◆ Work to complete: Everything in the records except the pictures must be copied out exactly.
== Entries shown
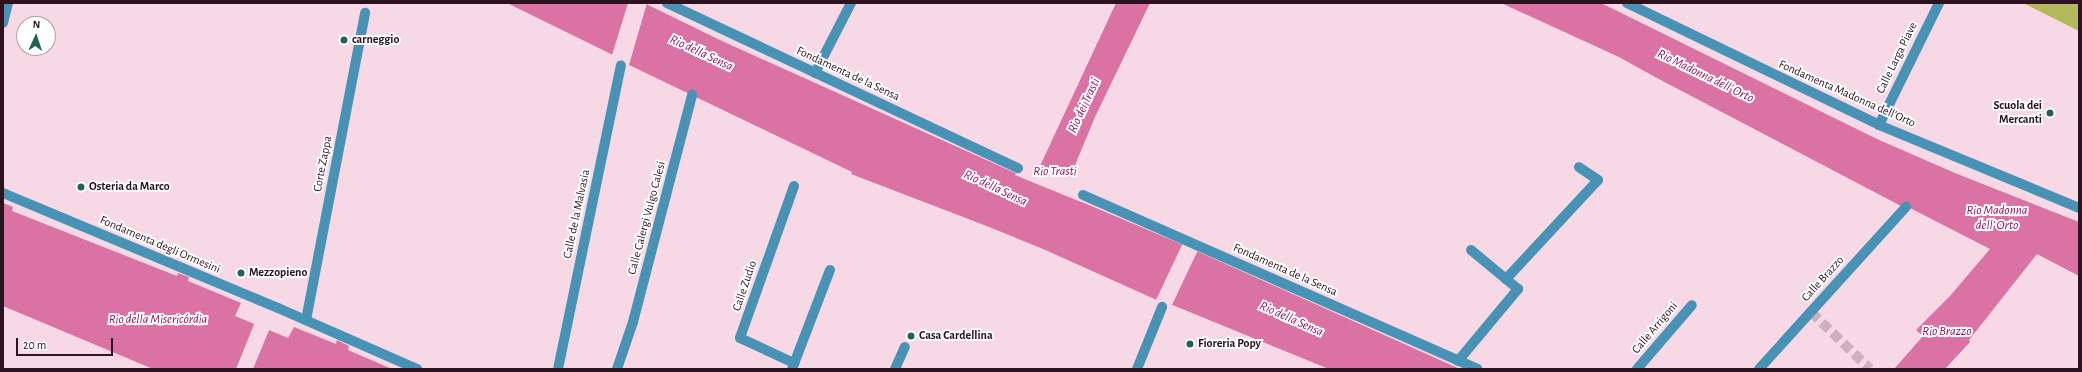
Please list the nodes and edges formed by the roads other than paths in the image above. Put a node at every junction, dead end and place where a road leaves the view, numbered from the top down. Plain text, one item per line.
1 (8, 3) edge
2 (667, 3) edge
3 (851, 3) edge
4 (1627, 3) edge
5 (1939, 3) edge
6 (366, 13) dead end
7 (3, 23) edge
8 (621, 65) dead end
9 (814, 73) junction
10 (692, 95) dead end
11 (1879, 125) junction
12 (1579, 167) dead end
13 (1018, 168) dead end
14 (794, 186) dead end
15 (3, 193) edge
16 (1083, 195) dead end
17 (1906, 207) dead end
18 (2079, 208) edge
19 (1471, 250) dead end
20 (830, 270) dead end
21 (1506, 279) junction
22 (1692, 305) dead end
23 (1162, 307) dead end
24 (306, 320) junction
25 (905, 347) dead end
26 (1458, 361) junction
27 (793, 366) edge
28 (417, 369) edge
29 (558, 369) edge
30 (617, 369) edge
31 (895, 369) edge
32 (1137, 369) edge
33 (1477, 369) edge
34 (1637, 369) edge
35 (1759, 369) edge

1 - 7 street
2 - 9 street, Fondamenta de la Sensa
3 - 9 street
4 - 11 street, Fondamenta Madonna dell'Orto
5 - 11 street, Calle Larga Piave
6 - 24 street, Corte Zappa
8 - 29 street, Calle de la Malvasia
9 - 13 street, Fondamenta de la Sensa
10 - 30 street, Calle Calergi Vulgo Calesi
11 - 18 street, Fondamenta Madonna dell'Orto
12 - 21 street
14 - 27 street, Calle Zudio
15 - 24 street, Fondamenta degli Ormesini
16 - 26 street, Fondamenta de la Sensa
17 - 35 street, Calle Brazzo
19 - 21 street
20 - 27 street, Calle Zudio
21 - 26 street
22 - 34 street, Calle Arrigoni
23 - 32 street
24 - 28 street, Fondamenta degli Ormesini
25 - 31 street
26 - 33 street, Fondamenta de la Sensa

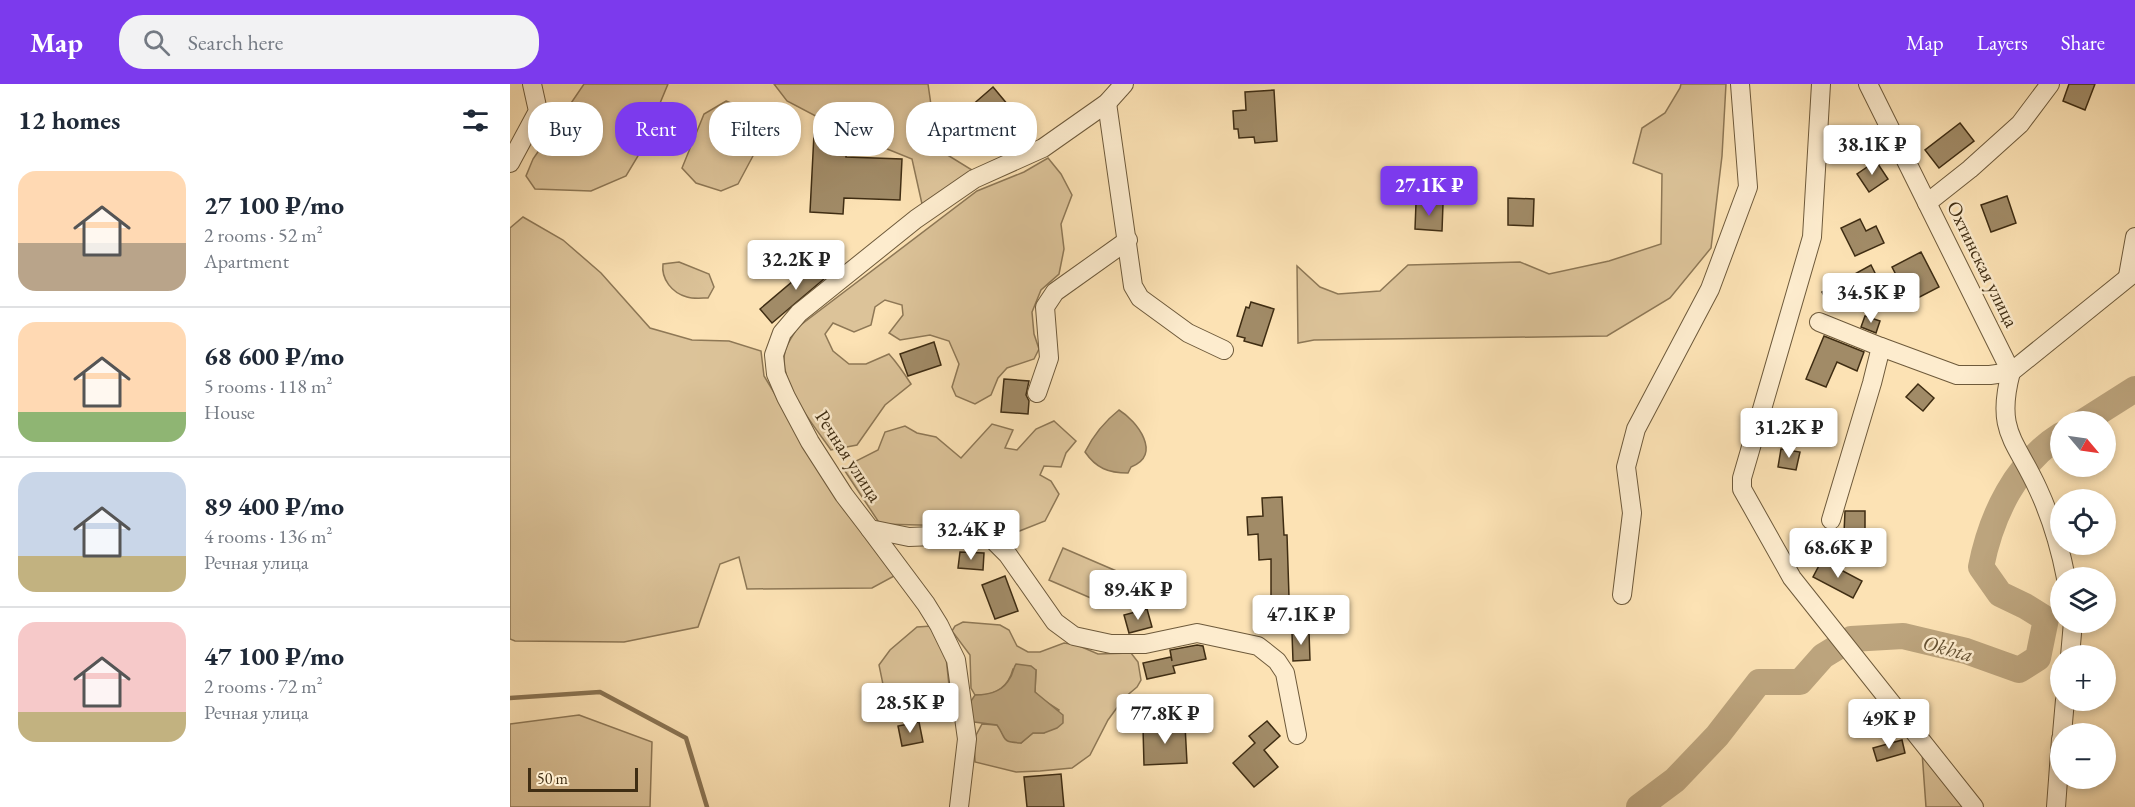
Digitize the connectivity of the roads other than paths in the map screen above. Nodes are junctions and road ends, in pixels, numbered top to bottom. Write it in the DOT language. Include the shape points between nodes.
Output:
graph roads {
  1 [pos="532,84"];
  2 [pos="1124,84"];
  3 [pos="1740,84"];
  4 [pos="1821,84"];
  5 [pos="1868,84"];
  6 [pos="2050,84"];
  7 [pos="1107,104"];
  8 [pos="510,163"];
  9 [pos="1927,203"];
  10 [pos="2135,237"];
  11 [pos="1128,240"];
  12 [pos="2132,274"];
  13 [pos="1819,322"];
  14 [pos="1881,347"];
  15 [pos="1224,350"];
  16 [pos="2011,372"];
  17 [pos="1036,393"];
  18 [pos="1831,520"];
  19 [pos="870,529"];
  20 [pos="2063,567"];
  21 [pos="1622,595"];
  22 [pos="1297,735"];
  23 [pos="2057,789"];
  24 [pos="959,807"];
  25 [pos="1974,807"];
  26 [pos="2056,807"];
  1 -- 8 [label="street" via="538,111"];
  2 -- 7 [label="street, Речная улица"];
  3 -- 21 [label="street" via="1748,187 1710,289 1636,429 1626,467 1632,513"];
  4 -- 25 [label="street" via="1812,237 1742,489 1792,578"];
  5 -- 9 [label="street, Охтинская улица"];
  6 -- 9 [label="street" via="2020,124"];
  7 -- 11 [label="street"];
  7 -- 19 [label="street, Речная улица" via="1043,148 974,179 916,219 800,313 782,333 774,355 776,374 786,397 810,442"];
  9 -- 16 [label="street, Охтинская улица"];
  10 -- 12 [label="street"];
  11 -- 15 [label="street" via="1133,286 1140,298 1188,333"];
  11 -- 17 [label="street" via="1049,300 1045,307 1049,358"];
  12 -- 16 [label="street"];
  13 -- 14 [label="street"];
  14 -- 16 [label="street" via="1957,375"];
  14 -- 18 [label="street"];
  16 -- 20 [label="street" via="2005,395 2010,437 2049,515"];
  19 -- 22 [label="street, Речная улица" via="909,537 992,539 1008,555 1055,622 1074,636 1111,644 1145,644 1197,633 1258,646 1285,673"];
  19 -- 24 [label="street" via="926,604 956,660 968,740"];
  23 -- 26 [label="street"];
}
====
◆ Solution for this problem:
Please list the nodes and edges formed by the roads other than paths in the image above. Put a node at every junction, dead end and place where a road leaves the view, numbered from the top down. Plain text, one item per line.
1 (8, 3) edge
2 (667, 3) edge
3 (851, 3) edge
4 (1627, 3) edge
5 (1939, 3) edge
6 (366, 13) dead end
7 (3, 23) edge
8 (621, 65) dead end
9 (814, 73) junction
10 (692, 95) dead end
11 (1879, 125) junction
12 (1579, 167) dead end
13 (1018, 168) dead end
14 (794, 186) dead end
15 (3, 193) edge
16 (1083, 195) dead end
17 (1906, 207) dead end
18 (2079, 208) edge
19 (1471, 250) dead end
20 (830, 270) dead end
21 (1506, 279) junction
22 (1692, 305) dead end
23 (1162, 307) dead end
24 (306, 320) junction
25 (905, 347) dead end
26 (1458, 361) junction
27 (793, 366) edge
28 (417, 369) edge
29 (558, 369) edge
30 (617, 369) edge
31 (895, 369) edge
32 (1137, 369) edge
33 (1477, 369) edge
34 (1637, 369) edge
35 (1759, 369) edge

1 - 7 street
2 - 9 street, Fondamenta de la Sensa
3 - 9 street
4 - 11 street, Fondamenta Madonna dell'Orto
5 - 11 street, Calle Larga Piave
6 - 24 street, Corte Zappa
8 - 29 street, Calle de la Malvasia
9 - 13 street, Fondamenta de la Sensa
10 - 30 street, Calle Calergi Vulgo Calesi
11 - 18 street, Fondamenta Madonna dell'Orto
12 - 21 street
14 - 27 street, Calle Zudio
15 - 24 street, Fondamenta degli Ormesini
16 - 26 street, Fondamenta de la Sensa
17 - 35 street, Calle Brazzo
19 - 21 street
20 - 27 street, Calle Zudio
21 - 26 street
22 - 34 street, Calle Arrigoni
23 - 32 street
24 - 28 street, Fondamenta degli Ormesini
25 - 31 street
26 - 33 street, Fondamenta de la Sensa

Digitize the connectivity of the roads other than paths in the map screen above. Nodes are junctions and road ends, in pixels, numbered top to bottom. Write it in the DOT language. Include the shape points between nodes.
Output:
graph roads {
  1 [pos="532,84"];
  2 [pos="1124,84"];
  3 [pos="1740,84"];
  4 [pos="1821,84"];
  5 [pos="1868,84"];
  6 [pos="2050,84"];
  7 [pos="1107,104"];
  8 [pos="510,163"];
  9 [pos="1927,203"];
  10 [pos="2135,237"];
  11 [pos="1128,240"];
  12 [pos="2132,274"];
  13 [pos="1819,322"];
  14 [pos="1881,347"];
  15 [pos="1224,350"];
  16 [pos="2011,372"];
  17 [pos="1036,393"];
  18 [pos="1831,520"];
  19 [pos="870,529"];
  20 [pos="2063,567"];
  21 [pos="1622,595"];
  22 [pos="1297,735"];
  23 [pos="2057,789"];
  24 [pos="959,807"];
  25 [pos="1974,807"];
  26 [pos="2056,807"];
  1 -- 8 [label="street" via="538,111"];
  2 -- 7 [label="street, Речная улица"];
  3 -- 21 [label="street" via="1748,187 1710,289 1636,429 1626,467 1632,513"];
  4 -- 25 [label="street" via="1812,237 1742,489 1792,578"];
  5 -- 9 [label="street, Охтинская улица"];
  6 -- 9 [label="street" via="2020,124"];
  7 -- 11 [label="street"];
  7 -- 19 [label="street, Речная улица" via="1043,148 974,179 916,219 800,313 782,333 774,355 776,374 786,397 810,442"];
  9 -- 16 [label="street, Охтинская улица"];
  10 -- 12 [label="street"];
  11 -- 15 [label="street" via="1133,286 1140,298 1188,333"];
  11 -- 17 [label="street" via="1049,300 1045,307 1049,358"];
  12 -- 16 [label="street"];
  13 -- 14 [label="street"];
  14 -- 16 [label="street" via="1957,375"];
  14 -- 18 [label="street"];
  16 -- 20 [label="street" via="2005,395 2010,437 2049,515"];
  19 -- 22 [label="street, Речная улица" via="909,537 992,539 1008,555 1055,622 1074,636 1111,644 1145,644 1197,633 1258,646 1285,673"];
  19 -- 24 [label="street" via="926,604 956,660 968,740"];
  23 -- 26 [label="street"];
}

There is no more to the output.